En 2020, un collectif de femmes françaises auxquelles on avait posé des bandelettes a porté plainte contre X pour tromperie aggravée et blessures involontaires. L’objet de leur colère ? La bandelette sous-urétrale qui leur a été posée pour soigner une incontinence urinaire et qui leur cause, jour et nuit, des douleurs insoutenables, sans que ce dispositif ne puisse leur être retiré. Dispositifs implantables en polypropylène, ces bandelettes n’ont en effet pas été conçues pour être enlevées. « On estime les complications autour de 3% sur la base des données du Programme de médicalisation des systèmes d’information ; cela veut dire que dans 97% des cas, ça fonctionne. Mais il est vrai que lorsqu’il y a des complications, elles sont très délabrantes pour les patientes qui peuvent se retrouver avec un urètre fendu, un périnée détruit, des douleurs chroniques intenses, car le matériau dont sont faites les bandelettes s’accroche dans les tissus » explique le Dr Biardeau. Certains chirurgiens ayant posé ces bandelettes se refusent à les retirer, arguant qu’une fois implanté, il est impossible de les enlever. « Ce qui est faux, explique le Dr Biardeau. Ici, au CHRU de Lille, nous les prenons en charge mais il est vrai que la chirurgie est très complexe et nous devons travailler en accord avec les gynécologues et les algologues pour des bandelettes qui ont finalement été posées avec excès ». Ce qui énerve d’ailleurs le praticien. « Aujourd’hui, quand le sujet de l’incontinence urinaire est abordé, ce n’est que pour parler des risques liés aux bandelettes, se désole-t-il. La question à se poser est de savoir pourquoi on a opéré autant de patientes ? Je pense que si on avait eu plus de kinésithérapeutes formés on n’en serait pas là. On a parfois véhiculé l’idée que l’opération des bandelettes était une opération rapide, facile, qui réglait tout, alors que ce n’est pas le cas. La réalité est qu’on a peut-être posé un peu trop de bandelettes, à la moindre goutte d’urine, là où une prise en charge différente aurait été possible. »

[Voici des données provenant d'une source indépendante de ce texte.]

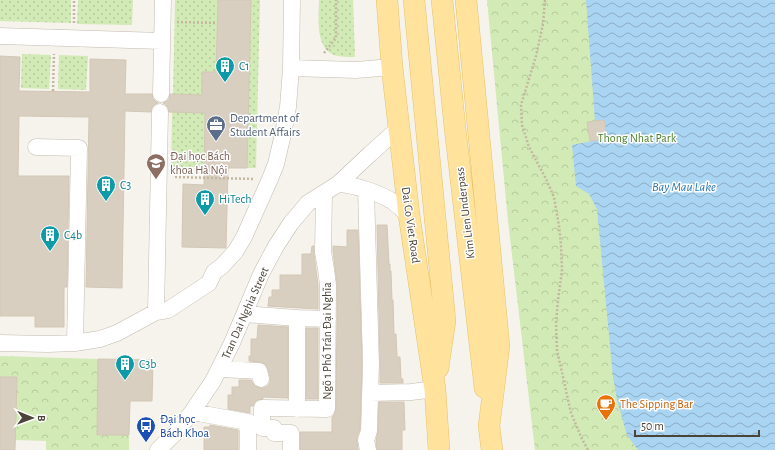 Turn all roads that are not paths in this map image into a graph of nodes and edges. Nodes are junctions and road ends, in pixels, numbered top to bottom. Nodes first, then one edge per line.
1 (163, 0) edge
2 (292, 0) edge
3 (386, 0) edge
4 (414, 0) edge
5 (442, 0) edge
6 (466, 0) edge
7 (0, 36) edge
8 (162, 41) junction
9 (392, 67) junction
10 (291, 68) junction
11 (161, 94) dead end
12 (160, 112) dead end
13 (399, 128) junction
14 (36, 147) dead end
15 (338, 184) junction
16 (366, 190) junction
17 (324, 194) junction
18 (409, 215) junction
19 (156, 312) junction
20 (244, 314) junction
21 (297, 318) junction
22 (328, 319) junction
23 (0, 343) edge
24 (75, 343) junction
25 (219, 369) junction
26 (261, 379) dead end
27 (435, 389) junction
28 (370, 393) junction
29 (297, 409) junction
30 (192, 412) junction
31 (255, 423) junction
32 (489, 426) junction
33 (158, 450) edge
34 (248, 450) edge
35 (291, 450) edge
36 (368, 450) edge
37 (439, 450) edge
38 (492, 450) edge

1 - 8 street
2 - 10 street
3 - 9 main road, Dai Co Viet Road
4 - 27 main road
5 - 32 main road, Kim Lien Underpass
6 - 32 main road
7 - 8 street
8 - 11 street
9 - 10 street
9 - 13 main road, Dai Co Viet Road
10 - 19 street
12 - 19 street
13 - 15 street, Tran Dai Nghia Street
13 - 18 main road, Dai Co Viet Road
14 - 24 street
15 - 16 street
15 - 17 street, Tran Dai Nghia Street
16 - 18 street
16 - 28 street
17 - 20 street, Tran Dai Nghia Street
17 - 22 street, Ngõ 1 Phố Trần Đại Nghĩa
18 - 27 main road, Dai Co Viet Road
19 - 24 street
20 - 21 street
20 - 25 street, Tran Dai Nghia Street
21 - 22 street
21 - 29 street
22 - 29 street, Ngõ 1 Phố Trần Đại Nghĩa
23 - 24 street
25 - 26 street
25 - 30 street, Tran Dai Nghia Street
27 - 28 street
27 - 37 main road, Dai Co Viet Road
28 - 36 street
29 - 31 street, Ngõ 1 Phố Trần Đại Nghĩa
30 - 31 street
30 - 33 street, Tran Dai Nghia Street
31 - 34 street
31 - 35 street
32 - 38 main road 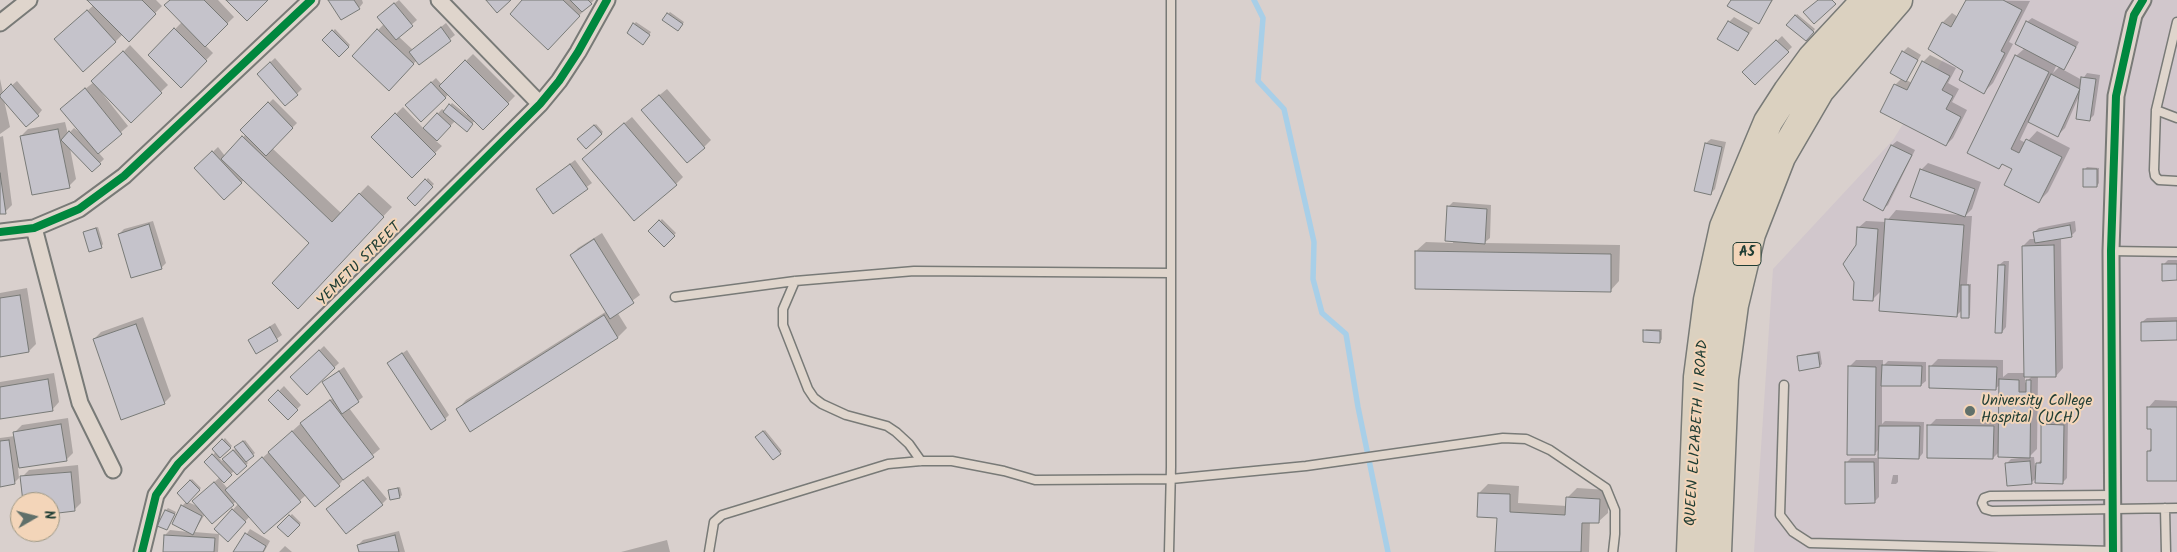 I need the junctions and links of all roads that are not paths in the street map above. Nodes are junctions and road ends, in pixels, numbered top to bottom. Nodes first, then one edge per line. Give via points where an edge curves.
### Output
1 (29, 0) edge
2 (311, 0) edge
3 (439, 0) edge
4 (608, 0) edge
5 (1171, 0) edge
6 (1866, 0) edge
7 (1898, 0) edge
8 (2143, 0) edge
9 (0, 22) edge
10 (2177, 22) edge
11 (540, 104) junction
12 (2156, 110) junction
13 (2177, 118) edge
14 (2177, 182) edge
15 (34, 228) junction
16 (0, 232) edge
17 (2111, 251) junction
18 (2177, 252) edge
19 (1171, 273) junction
20 (795, 281) junction
21 (675, 297) dead end
22 (1784, 385) dead end
23 (1708, 436) junction
24 (921, 461) junction
25 (113, 470) dead end
26 (1171, 479) junction
27 (2112, 502) junction
28 (2165, 508) junction
29 (2177, 508) edge
30 (2113, 551) edge
31 (142, 552) edge
32 (708, 552) edge
33 (1169, 552) edge
34 (1613, 552) edge
35 (1691, 552) edge
36 (1717, 552) edge
37 (2166, 552) edge

1 - 9 street
2 - 15 street via 124,176 79,209
3 - 11 street
4 - 11 street, YEMETU STREET via 578,52
5 - 19 lane
6 - 23 highway, QUEEN ELIZABETH II ROAD / A5 via 1812,58 1768,122 1724,228 1708,300 1698,377
7 - 23 highway, QUEEN ELIZABETH II ROAD / A5 via 1820,90 1781,157 1751,234 1734,305 1724,379
8 - 17 street via 2134,16 2116,96
10 - 12 lane
11 - 31 street, YEMETU STREET via 178,464 156,495
12 - 13 lane
12 - 14 lane via 2154,170 2159,180
15 - 16 street
15 - 25 street via 80,403
17 - 18 lane
17 - 27 street
19 - 20 lane via 914,271
19 - 26 lane
20 - 21 lane
20 - 24 lane via 783,309 783,325 814,398 846,414 886,426 909,444
22 - 30 lane via 1780,515 1793,532 1810,543
23 - 35 highway, QUEEN ELIZABETH II ROAD / A5
23 - 36 highway, QUEEN ELIZABETH II ROAD / A5
24 - 26 lane via 952,460 1035,480
24 - 32 lane via 888,464 722,515 714,522
26 - 33 lane
26 - 34 lane via 1306,466 1503,438 1526,439 1550,450 1606,488 1615,510
27 - 27 lane via 1990,496 1984,498 1982,504 1992,511
27 - 28 lane
27 - 30 street
28 - 29 lane
28 - 37 lane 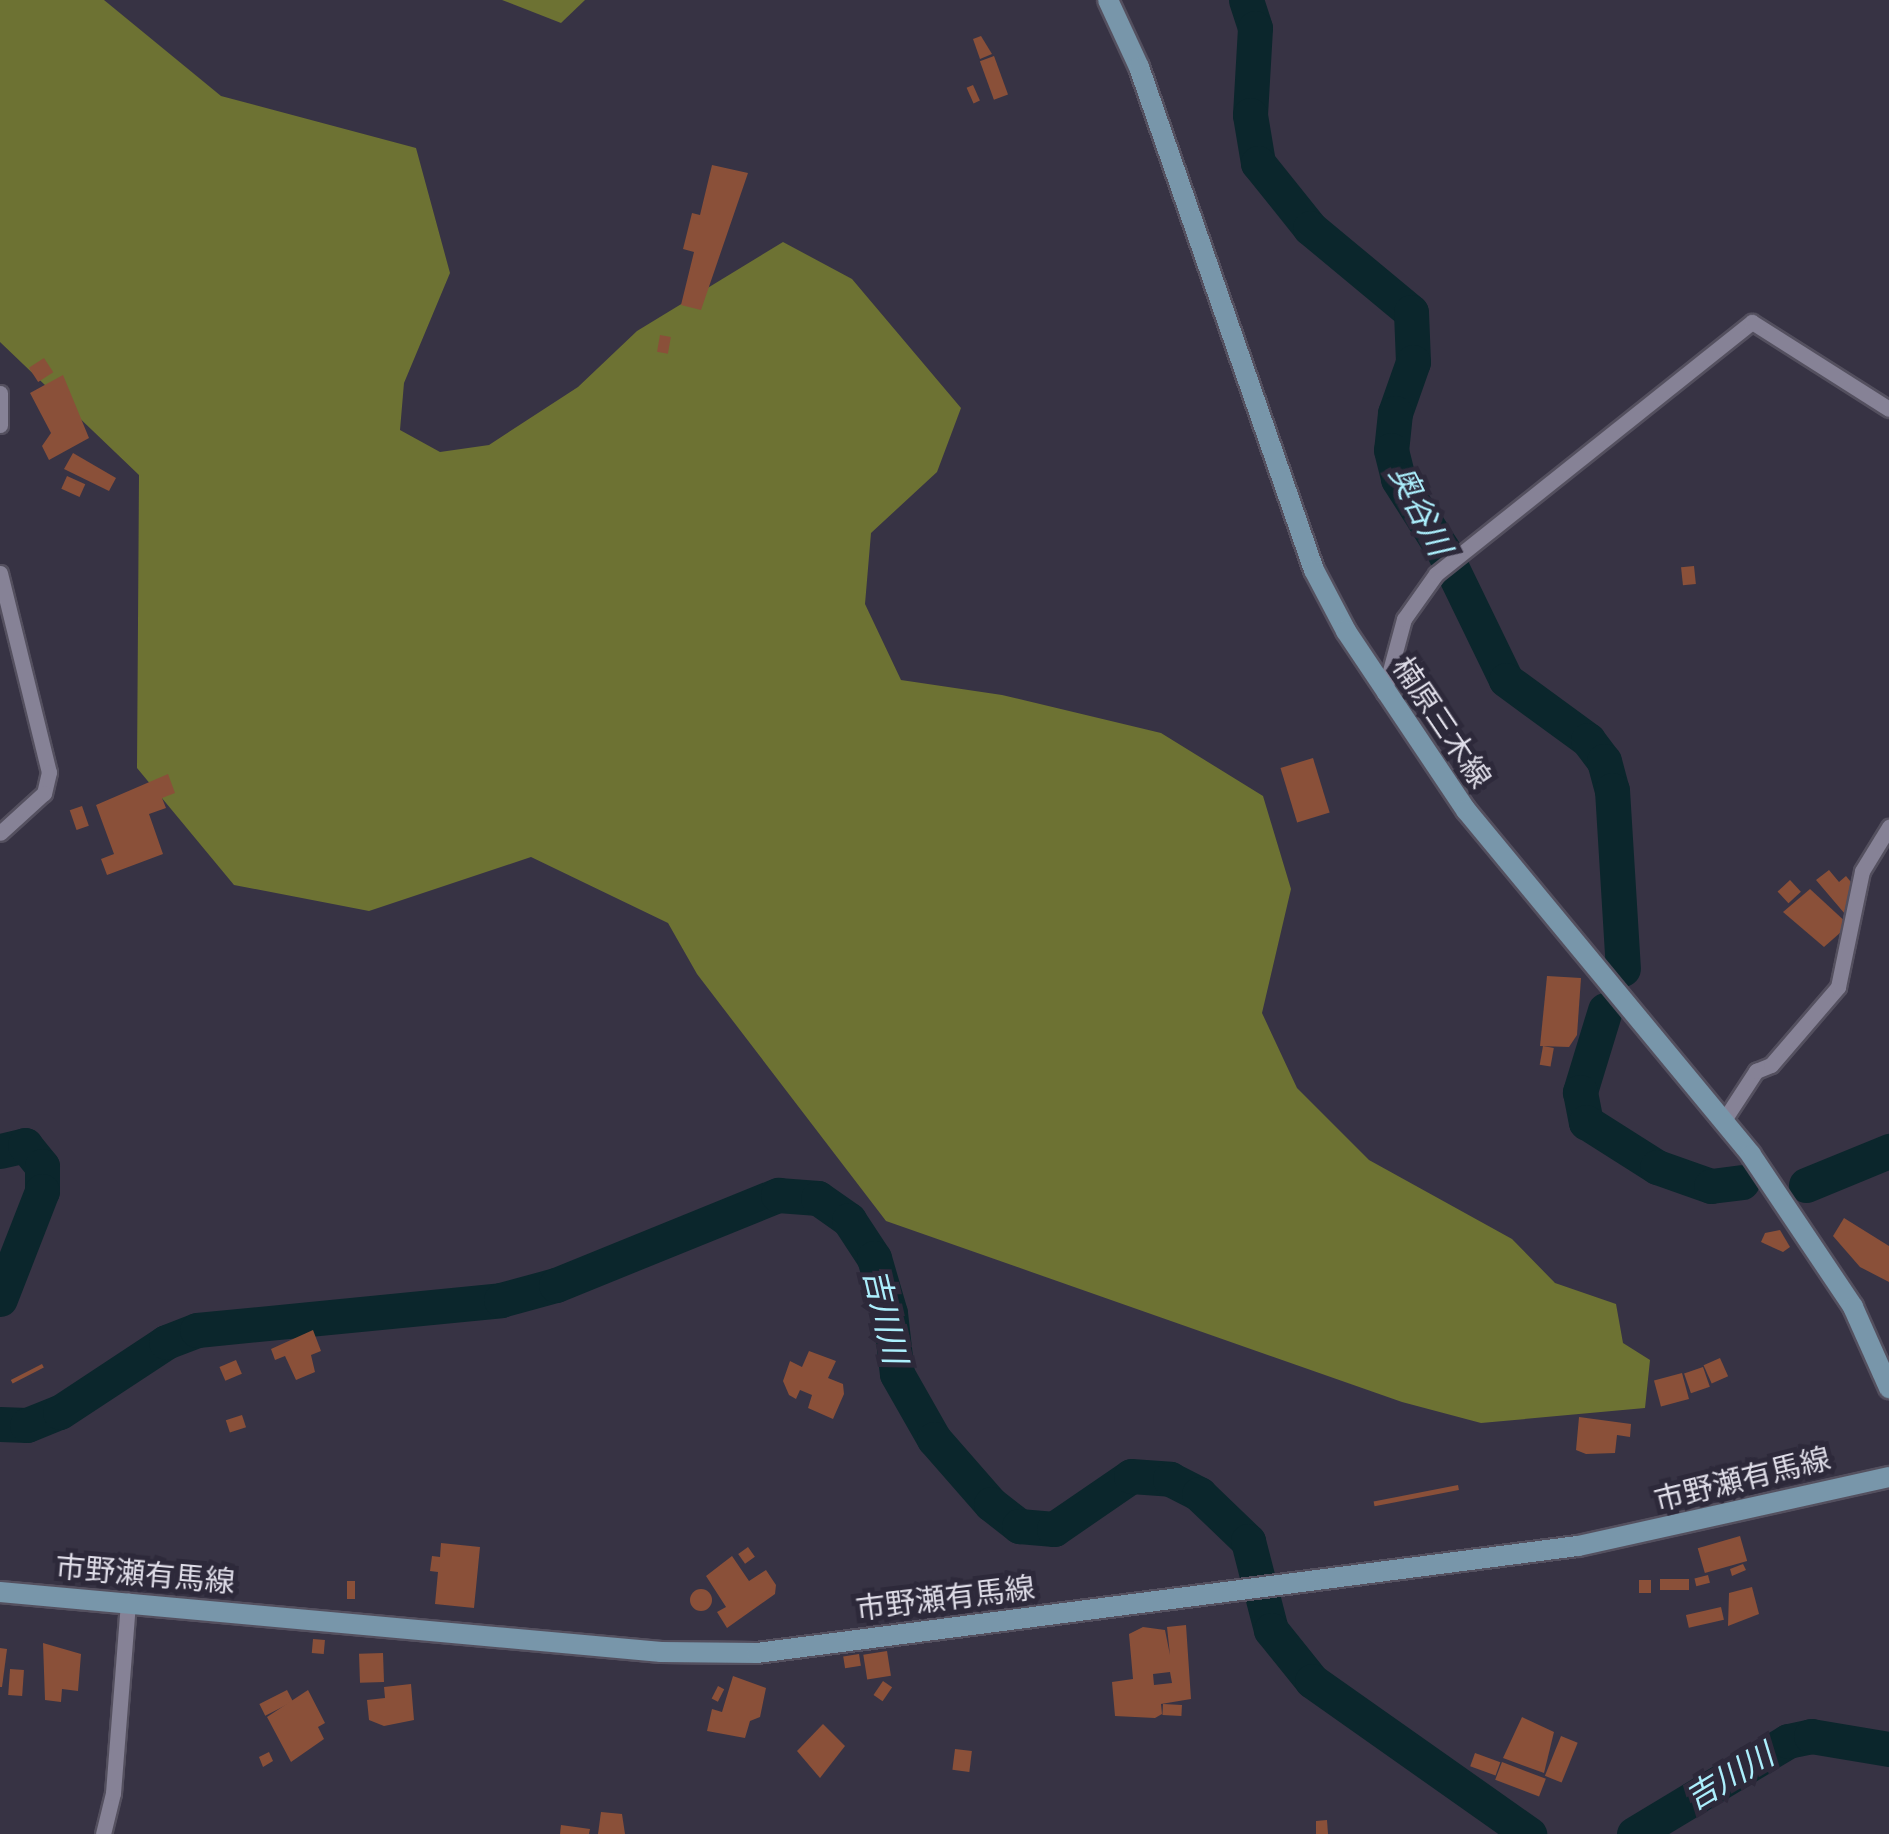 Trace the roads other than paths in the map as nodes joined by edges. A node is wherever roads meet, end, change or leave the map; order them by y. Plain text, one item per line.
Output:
1 (1108, 0) edge
2 (0, 393) edge
3 (1889, 409) edge
4 (0, 424) edge
5 (0, 573) edge
6 (1384, 693) junction
7 (1889, 827) edge
8 (0, 833) edge
9 (1724, 1120) junction
10 (1889, 1388) edge
11 (1889, 1477) edge
12 (0, 1592) edge
13 (128, 1601) junction
14 (102, 1834) edge

1 - 6 main road, 楠原三木線
2 - 4 street
3 - 6 street
5 - 8 street
6 - 9 main road, 楠原三木線
7 - 9 street
9 - 10 main road, 楠原三木線
11 - 13 main road, 市野瀬有馬線
12 - 13 main road, 市野瀬有馬線
13 - 14 street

L’Agence nationale de sécurité du médicament et des produits de santé (ANSM), qui gère la matériovigilance, a reçu deux cent deux signalements de matériovigilance concernant les bandelettes sous-urétrales entre 2017 et 2022. Au CHU de Poitiers, le Pr Xavier Fritel, chirurgien-gynécologue, mène des études sur les complications de la chirurgie de l’incontinence (étude VIGIMESH) et reconnaît que « le signal de complications est faible en fréquence. Mais que lorsque les complications surviennent, elles sont intenses pour les femmes qui les subissent ». « L’étude pourrait nous permettre de mettre en évidence les complications et d’éventuels facteurs de risque, à partir du profil des patientes. Cela pourrait peut-être identifier des risques évitables », espère le Pr Fritel qui a déjà compilé les données de dix mille femmes opérées par cette chirurgie des bandelettes. Aujourd’hui, la réglementation autour de la chirurgie par bandelettes a été renforcée en France et reste, pour le moment, la référence en matière de chirurgie de l’incontinence urinaire d’effort. En revanche, l’utilisation des bandelettes est interdite en Australie et en Grande-Bretagne et dans plusieurs pays, comme aux Canada ou aux États-Unis, des patientes ont, elles aussi, déposé plainte. L’espoir pourrait reposer sur des bandelettes en matériau biologique qui seraient probablement plus tolérables pour l’organisme.